It was during the last century that the great war was fought between churchmen and men of science over the theory of Evolution.... The scientists won their victory chiefly, or at any rate largely, with the help of the paleontologists and the biologists.... It was scarcely possible to suppose any longer that God had created each species—to quote the text of Paradise Lost—‘perfect forms, limb’d, and full grown,’ except on what seemed the extravagant assumption that, when creating the universe, he had at the same time provided it with evidence of a purely imaginary past that had never had any actual existence. Now, the first thing to be said about this famous quarrel is that the churchmen need never have been perturbed at all about the method of creation, if they had remembered that the Book of Genesis was a book of poetical truth, and not intended as a scientific handbook of geology. They got into their difficulty, to a large extent, through having unwittingly slipped into accepting the scientist’s concept of the use of language, and supposing that a thing could not be true unless it was amenable to quantitative methods of proof. Eventually, and with many slips by the way, they contrived to clamber out of this false position; and today no reasonable theologian is at all perturbed by the idea that creation was effected by evolutionary methods. But, if the theologians had not lost touch with the nature of language; if they had not insensibly fallen into the eighteenth-century conception of the universe as a mechanism and God as the great engineer; if, instead they had chosen to think of God as a great, imaginative artist—then they might have offered a quite different kind of interpretation of the facts, with rather entertaining consequences. They might, in fact, have seriously put forward the explanation I mentioned just now: that God had at some moment or other created the universe complete with all the vestiges of an imaginary past.

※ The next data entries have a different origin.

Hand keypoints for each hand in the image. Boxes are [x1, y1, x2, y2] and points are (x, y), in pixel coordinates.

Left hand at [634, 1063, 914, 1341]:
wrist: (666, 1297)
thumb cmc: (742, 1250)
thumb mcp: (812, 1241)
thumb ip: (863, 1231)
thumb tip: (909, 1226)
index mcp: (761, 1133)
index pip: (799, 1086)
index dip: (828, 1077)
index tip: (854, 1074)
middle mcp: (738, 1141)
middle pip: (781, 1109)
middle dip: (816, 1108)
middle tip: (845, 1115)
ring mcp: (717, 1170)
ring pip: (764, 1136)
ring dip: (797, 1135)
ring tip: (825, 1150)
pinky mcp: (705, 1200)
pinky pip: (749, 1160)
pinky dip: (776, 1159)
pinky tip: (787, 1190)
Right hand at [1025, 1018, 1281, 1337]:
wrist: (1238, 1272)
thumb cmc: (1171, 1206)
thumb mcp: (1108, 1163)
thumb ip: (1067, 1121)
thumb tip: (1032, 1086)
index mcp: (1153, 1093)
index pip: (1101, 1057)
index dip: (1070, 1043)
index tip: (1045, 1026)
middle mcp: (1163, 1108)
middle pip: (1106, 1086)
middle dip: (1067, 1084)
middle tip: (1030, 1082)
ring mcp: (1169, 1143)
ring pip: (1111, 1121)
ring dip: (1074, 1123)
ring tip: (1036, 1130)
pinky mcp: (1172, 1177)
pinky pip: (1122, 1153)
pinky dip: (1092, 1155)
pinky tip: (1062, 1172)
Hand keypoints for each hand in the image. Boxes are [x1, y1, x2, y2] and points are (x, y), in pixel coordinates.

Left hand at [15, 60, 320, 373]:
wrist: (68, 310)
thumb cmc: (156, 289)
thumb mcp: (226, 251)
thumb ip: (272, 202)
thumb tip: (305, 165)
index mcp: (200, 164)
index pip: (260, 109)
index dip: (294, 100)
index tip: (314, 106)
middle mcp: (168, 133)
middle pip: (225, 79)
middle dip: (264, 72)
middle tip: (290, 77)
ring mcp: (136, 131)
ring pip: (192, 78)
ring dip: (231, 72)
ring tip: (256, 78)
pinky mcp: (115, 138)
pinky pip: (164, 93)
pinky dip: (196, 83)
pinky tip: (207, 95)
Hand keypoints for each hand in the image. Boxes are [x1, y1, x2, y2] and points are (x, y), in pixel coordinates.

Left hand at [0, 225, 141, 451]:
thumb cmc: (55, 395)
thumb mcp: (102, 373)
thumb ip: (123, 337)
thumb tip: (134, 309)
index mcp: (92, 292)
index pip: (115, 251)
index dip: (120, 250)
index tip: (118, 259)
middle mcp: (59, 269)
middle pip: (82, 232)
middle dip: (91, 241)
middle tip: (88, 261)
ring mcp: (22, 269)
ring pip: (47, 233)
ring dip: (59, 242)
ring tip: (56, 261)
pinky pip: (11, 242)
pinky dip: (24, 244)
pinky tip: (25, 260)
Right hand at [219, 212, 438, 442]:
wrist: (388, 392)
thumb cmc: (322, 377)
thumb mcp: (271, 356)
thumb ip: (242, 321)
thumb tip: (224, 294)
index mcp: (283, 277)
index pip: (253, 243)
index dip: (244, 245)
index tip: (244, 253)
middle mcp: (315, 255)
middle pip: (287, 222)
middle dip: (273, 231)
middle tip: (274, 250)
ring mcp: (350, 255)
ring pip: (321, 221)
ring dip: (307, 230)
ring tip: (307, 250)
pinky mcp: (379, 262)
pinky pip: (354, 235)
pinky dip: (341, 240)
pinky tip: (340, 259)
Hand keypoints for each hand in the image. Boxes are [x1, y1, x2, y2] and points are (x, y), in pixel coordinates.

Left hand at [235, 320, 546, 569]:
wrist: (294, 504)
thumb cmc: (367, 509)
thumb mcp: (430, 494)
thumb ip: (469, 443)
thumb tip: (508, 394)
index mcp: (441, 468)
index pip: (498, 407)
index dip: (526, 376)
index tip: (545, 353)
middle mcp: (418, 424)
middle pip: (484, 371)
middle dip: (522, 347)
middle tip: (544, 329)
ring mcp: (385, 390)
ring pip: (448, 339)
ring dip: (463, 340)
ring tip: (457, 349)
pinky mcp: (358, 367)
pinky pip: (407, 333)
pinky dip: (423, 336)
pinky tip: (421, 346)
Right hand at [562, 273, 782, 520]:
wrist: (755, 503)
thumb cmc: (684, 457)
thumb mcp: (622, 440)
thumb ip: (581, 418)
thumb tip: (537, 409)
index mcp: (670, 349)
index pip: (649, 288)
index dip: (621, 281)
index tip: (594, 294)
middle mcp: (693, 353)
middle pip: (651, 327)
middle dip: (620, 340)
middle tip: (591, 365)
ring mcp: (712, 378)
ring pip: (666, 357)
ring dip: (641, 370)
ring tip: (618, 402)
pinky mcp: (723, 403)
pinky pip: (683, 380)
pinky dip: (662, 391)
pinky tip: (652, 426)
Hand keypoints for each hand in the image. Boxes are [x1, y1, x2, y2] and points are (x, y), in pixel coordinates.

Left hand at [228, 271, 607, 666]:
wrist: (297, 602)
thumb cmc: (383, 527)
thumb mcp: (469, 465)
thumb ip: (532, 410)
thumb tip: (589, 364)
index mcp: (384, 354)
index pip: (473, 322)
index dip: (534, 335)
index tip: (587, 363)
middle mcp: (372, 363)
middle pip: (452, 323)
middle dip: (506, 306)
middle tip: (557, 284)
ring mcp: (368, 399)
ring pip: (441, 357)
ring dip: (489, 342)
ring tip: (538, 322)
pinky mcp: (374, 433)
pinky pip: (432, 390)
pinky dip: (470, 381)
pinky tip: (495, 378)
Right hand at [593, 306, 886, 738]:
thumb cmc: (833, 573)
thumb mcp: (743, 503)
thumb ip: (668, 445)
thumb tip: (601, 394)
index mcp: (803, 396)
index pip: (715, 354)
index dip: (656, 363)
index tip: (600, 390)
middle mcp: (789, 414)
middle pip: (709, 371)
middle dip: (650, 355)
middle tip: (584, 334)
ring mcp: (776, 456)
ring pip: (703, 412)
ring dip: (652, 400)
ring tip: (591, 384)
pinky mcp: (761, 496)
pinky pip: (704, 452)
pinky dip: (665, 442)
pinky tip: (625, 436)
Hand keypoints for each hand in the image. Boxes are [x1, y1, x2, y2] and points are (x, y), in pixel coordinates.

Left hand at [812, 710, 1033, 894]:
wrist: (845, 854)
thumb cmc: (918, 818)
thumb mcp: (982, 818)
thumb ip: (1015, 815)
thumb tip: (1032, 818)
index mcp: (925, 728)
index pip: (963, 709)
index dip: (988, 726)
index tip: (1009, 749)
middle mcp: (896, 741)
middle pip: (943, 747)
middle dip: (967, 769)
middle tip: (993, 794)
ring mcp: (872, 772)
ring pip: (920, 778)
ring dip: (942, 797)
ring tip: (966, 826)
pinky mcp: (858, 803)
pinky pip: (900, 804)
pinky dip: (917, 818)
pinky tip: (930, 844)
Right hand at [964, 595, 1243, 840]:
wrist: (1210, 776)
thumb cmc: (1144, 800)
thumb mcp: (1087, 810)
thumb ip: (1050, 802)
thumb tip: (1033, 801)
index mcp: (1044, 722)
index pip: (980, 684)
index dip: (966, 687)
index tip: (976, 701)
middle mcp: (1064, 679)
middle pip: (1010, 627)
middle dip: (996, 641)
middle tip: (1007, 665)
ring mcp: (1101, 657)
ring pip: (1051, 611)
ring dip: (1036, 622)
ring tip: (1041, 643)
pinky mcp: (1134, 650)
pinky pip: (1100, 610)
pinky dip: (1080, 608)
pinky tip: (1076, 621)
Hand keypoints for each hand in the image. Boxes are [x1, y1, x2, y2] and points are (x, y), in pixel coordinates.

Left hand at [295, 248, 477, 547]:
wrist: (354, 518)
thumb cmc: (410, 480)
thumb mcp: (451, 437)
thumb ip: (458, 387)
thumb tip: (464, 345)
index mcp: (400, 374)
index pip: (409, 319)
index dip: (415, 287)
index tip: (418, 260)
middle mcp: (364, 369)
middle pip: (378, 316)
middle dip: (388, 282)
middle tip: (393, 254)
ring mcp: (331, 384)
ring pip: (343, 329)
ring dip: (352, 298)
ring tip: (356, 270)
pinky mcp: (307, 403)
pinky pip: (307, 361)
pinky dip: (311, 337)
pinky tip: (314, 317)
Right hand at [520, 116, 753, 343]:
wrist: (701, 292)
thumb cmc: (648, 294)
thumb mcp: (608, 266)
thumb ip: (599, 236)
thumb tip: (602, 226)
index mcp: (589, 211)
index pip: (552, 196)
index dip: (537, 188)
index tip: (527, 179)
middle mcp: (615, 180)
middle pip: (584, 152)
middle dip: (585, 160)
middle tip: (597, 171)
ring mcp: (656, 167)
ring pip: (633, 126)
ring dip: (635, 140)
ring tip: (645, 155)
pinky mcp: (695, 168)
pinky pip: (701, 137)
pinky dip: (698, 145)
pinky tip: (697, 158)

I have said that this seemed an extravagant assumption; so it does, if one thinks of God as a mechanician. But if one thinks of him as working in the same sort of way as a creative artist, then it no longer seems extravagant, but the most natural thing in the world. It is the way every novel in the world is written.
Every serious novelist starts with some or all of his characters ‘in perfect form and fully grown,’ complete with their pasts. Their present is conditioned by a past that exists, not fully on paper, but fully or partially in the creator’s imagination. And as he goes on writing the book, he will—especially if it is a long work, like The Forsyte Saga or the "Peter Wimsey" series—plant from time to time in the text of the book allusions to that unwritten past. If his imagination is consistent, then all those allusions, all those, so to speak, planted fossils, will tell a story consistent with one another and consistent with the present and future actions of the characters. That is to say, that past, existing only in the mind of the maker, produces a true and measurable effect upon the written part of the book, precisely as though it had, in fact, "taken place" within the work of art itself. ...
I think that if the churchmen had chosen to take up that position, the result would have been entertaining. It would have been a very strong position because it is one that cannot be upset by scientific proof. Probably, theologians would have been deterred by a vague sense that a God who made his universe like this was not being quite truthful. But that would be because of a too limited notion of truth. In what sense is the unwritten past of the characters in a book less true than their behavior in it? Or if a prehistory that never happened exercises on history an effect indistinguishable from the effect it would have made by happening, what real difference is there between happening and not happening? If it is deducible from the evidence, self-consistent, and recognizable in its effects, it is quite real, whether or not it ever was actual.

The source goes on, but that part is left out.